(Dataset entries)

——————

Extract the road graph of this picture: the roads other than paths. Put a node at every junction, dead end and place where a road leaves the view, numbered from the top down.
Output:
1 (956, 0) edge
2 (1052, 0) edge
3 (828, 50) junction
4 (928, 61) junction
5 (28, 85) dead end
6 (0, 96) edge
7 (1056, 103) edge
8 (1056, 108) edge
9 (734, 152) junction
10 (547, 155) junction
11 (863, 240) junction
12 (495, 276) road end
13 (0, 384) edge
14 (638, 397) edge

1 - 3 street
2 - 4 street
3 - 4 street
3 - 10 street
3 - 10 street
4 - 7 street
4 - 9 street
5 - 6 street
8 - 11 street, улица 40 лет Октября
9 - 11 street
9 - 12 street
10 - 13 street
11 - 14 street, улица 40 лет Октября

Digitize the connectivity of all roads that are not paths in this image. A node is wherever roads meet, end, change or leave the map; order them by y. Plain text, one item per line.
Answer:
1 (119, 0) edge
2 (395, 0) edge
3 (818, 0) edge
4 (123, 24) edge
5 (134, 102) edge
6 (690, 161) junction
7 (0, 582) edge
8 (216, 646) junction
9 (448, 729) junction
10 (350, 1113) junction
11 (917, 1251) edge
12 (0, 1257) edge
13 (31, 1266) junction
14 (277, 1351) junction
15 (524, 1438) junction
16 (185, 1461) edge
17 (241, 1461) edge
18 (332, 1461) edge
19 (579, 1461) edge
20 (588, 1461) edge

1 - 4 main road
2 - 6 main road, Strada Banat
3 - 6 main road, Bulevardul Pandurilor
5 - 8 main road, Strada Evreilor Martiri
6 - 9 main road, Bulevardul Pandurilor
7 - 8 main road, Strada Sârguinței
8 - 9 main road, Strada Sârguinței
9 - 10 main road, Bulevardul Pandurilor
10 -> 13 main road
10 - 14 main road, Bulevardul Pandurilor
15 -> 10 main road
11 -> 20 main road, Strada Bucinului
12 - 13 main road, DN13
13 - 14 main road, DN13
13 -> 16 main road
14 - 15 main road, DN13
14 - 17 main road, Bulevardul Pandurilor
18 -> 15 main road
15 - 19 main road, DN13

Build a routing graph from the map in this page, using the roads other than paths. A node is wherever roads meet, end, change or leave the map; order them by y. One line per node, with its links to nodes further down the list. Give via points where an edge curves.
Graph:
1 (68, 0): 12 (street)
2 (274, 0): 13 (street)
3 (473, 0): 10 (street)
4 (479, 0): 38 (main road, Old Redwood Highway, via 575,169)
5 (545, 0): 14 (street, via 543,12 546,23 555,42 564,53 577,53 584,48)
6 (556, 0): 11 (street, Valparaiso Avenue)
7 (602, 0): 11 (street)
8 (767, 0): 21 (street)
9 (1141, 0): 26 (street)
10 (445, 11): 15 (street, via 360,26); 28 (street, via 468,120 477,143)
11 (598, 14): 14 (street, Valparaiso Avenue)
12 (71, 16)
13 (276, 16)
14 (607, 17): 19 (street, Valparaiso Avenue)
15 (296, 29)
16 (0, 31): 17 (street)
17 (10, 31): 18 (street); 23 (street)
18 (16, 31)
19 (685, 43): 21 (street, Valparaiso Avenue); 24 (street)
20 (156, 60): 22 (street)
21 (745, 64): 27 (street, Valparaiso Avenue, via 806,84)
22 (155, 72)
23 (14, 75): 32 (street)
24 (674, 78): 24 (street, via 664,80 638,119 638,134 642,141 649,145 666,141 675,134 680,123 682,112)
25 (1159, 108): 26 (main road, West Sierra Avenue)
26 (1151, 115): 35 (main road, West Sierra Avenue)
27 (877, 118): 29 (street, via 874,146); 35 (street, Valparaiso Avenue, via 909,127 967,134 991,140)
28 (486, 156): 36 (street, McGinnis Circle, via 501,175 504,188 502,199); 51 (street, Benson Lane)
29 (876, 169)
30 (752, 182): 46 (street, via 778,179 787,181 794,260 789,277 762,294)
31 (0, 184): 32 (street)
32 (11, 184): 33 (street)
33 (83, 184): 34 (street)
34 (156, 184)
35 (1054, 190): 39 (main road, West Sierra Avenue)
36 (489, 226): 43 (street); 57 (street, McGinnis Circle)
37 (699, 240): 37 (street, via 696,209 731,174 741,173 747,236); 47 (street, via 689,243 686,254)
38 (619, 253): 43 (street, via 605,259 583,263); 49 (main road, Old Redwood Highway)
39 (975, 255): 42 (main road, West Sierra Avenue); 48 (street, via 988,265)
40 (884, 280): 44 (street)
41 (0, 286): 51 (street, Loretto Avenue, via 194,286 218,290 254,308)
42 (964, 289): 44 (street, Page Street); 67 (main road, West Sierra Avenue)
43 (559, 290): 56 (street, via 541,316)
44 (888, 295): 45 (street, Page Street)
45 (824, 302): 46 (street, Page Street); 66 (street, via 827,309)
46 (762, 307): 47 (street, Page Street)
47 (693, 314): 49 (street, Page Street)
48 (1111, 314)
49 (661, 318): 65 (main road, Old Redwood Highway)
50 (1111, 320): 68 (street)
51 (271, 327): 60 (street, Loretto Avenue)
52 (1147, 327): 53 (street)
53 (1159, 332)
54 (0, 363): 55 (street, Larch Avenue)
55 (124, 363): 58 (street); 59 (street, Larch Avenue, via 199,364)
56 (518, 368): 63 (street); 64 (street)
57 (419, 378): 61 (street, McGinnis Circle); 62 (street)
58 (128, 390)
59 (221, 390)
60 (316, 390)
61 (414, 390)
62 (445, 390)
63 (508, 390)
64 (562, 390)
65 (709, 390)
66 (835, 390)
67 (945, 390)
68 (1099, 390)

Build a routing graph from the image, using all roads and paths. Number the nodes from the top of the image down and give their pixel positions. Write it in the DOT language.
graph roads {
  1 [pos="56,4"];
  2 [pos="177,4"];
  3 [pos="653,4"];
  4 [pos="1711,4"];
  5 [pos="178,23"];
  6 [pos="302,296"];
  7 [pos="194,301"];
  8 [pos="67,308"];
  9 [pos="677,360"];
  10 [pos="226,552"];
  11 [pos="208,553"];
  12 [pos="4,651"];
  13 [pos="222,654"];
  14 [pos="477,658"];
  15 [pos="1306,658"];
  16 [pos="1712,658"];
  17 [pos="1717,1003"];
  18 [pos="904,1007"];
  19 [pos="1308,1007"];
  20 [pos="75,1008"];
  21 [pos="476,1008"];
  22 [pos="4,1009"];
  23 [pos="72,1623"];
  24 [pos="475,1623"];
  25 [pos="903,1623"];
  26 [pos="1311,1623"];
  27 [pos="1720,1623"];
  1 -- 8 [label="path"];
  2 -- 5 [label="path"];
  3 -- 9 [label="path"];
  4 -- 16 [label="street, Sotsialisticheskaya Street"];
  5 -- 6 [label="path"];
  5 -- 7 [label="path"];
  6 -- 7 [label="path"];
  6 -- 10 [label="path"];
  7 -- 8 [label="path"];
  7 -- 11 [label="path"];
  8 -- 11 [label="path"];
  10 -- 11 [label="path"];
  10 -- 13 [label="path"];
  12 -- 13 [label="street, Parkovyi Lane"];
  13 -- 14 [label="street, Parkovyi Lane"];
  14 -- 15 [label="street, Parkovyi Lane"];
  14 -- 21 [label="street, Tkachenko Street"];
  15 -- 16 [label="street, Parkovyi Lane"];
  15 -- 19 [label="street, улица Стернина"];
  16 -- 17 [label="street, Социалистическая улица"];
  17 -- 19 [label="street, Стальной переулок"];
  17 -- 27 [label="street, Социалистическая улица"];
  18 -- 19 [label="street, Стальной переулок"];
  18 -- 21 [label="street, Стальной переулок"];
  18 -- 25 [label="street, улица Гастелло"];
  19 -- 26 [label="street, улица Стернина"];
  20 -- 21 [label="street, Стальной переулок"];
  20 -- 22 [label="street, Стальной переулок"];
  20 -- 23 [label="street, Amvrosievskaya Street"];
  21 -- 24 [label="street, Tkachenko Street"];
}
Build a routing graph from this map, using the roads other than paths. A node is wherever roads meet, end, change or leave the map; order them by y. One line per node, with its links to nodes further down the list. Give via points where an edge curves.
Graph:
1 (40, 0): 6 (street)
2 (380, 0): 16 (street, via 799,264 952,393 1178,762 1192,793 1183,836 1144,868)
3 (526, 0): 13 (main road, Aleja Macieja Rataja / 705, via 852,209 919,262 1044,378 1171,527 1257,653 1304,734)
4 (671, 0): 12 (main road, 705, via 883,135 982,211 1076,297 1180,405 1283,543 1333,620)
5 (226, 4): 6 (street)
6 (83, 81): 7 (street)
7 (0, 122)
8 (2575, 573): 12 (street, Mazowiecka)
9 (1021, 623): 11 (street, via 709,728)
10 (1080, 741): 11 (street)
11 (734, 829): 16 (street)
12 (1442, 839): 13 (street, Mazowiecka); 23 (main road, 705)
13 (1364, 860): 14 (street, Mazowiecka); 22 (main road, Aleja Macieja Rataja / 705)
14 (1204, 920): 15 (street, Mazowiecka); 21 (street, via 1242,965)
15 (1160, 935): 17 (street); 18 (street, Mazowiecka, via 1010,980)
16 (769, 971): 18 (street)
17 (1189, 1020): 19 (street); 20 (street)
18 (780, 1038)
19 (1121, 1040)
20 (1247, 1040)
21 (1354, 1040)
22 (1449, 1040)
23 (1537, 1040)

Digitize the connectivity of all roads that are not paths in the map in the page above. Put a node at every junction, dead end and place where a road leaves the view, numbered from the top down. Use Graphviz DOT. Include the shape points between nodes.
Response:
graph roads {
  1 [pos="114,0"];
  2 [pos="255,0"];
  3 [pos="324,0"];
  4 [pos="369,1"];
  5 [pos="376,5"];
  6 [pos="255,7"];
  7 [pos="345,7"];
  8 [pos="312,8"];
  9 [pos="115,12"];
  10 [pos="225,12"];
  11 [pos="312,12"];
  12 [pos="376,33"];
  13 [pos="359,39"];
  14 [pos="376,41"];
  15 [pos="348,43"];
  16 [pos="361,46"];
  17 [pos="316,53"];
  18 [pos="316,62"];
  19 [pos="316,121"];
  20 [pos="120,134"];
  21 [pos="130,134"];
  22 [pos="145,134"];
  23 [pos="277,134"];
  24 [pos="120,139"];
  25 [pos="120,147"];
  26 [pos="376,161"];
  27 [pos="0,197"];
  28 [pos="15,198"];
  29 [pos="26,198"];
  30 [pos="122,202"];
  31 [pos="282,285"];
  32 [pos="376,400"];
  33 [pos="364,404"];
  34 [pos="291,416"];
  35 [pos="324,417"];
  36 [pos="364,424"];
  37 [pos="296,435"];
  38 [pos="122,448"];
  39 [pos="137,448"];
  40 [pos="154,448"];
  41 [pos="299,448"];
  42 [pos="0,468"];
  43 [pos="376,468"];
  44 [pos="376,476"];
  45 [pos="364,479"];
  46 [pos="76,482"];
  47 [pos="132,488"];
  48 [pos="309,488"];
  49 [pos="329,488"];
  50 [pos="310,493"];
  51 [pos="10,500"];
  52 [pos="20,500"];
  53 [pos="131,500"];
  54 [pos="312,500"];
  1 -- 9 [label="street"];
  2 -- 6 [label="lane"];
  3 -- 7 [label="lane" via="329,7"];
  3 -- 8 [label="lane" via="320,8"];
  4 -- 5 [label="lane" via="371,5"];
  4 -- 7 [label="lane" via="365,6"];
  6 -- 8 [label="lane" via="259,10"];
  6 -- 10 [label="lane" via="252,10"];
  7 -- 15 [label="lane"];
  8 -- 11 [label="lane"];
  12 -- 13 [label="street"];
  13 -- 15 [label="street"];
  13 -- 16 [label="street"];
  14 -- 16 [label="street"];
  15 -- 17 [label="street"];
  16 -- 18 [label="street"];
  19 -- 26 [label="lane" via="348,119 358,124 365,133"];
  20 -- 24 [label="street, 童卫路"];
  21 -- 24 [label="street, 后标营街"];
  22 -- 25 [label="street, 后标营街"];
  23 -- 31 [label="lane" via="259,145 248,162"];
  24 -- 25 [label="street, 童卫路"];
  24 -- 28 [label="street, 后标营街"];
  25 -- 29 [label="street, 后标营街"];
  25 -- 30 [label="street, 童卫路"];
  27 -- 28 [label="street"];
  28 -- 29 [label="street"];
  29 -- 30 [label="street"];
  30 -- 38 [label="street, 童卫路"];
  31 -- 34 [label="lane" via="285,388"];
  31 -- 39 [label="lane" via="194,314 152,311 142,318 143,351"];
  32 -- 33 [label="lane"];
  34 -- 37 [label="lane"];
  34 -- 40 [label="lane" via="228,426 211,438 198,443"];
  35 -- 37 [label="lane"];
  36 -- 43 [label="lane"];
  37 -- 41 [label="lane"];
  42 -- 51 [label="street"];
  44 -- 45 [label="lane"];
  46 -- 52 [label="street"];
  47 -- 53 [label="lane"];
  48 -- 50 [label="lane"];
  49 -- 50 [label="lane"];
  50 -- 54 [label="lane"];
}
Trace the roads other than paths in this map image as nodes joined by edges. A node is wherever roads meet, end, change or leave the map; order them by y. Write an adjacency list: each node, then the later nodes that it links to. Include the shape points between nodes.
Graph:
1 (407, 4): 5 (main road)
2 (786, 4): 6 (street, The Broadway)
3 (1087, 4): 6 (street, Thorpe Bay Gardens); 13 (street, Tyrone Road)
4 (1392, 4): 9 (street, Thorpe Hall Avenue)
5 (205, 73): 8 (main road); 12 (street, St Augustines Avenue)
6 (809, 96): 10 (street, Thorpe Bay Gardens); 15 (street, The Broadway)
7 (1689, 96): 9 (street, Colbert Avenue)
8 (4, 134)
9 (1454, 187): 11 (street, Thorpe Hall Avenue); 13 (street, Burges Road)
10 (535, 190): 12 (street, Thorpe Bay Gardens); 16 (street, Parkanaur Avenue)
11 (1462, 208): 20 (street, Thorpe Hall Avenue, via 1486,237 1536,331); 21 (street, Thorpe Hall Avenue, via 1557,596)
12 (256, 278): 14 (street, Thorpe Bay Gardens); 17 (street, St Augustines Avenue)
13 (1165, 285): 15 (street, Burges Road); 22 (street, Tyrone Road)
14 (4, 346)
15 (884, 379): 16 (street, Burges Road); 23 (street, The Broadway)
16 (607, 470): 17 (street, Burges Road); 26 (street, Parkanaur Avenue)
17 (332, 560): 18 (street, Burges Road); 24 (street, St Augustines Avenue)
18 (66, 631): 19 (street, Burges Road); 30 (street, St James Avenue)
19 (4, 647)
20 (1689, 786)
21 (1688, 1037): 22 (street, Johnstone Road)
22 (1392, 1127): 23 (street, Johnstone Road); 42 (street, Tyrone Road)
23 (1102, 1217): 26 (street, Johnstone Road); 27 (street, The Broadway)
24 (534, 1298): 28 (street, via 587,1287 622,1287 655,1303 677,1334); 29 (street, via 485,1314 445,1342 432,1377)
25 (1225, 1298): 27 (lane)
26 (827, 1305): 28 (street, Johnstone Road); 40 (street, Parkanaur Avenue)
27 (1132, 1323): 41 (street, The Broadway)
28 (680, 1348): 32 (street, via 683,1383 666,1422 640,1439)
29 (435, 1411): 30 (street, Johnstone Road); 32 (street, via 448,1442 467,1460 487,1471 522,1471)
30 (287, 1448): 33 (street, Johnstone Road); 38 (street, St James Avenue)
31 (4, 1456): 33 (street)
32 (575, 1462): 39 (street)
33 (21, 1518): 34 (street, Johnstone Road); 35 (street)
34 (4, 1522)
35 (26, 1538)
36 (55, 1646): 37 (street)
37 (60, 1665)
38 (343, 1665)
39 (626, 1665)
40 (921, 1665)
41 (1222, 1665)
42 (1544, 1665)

——————

■ **GOAL OF THE EXERCISE**: Where a line of the entries above holds the word "Include", return that line.

■ **RESPONSE BOX**:
Digitize the connectivity of all roads that are not paths in the map in the page above. Put a node at every junction, dead end and place where a road leaves the view, numbered from the top down. Use Graphviz DOT. Include the shape points between nodes.
Trace the roads other than paths in this map image as nodes joined by edges. A node is wherever roads meet, end, change or leave the map; order them by y. Write an adjacency list: each node, then the later nodes that it links to. Include the shape points between nodes.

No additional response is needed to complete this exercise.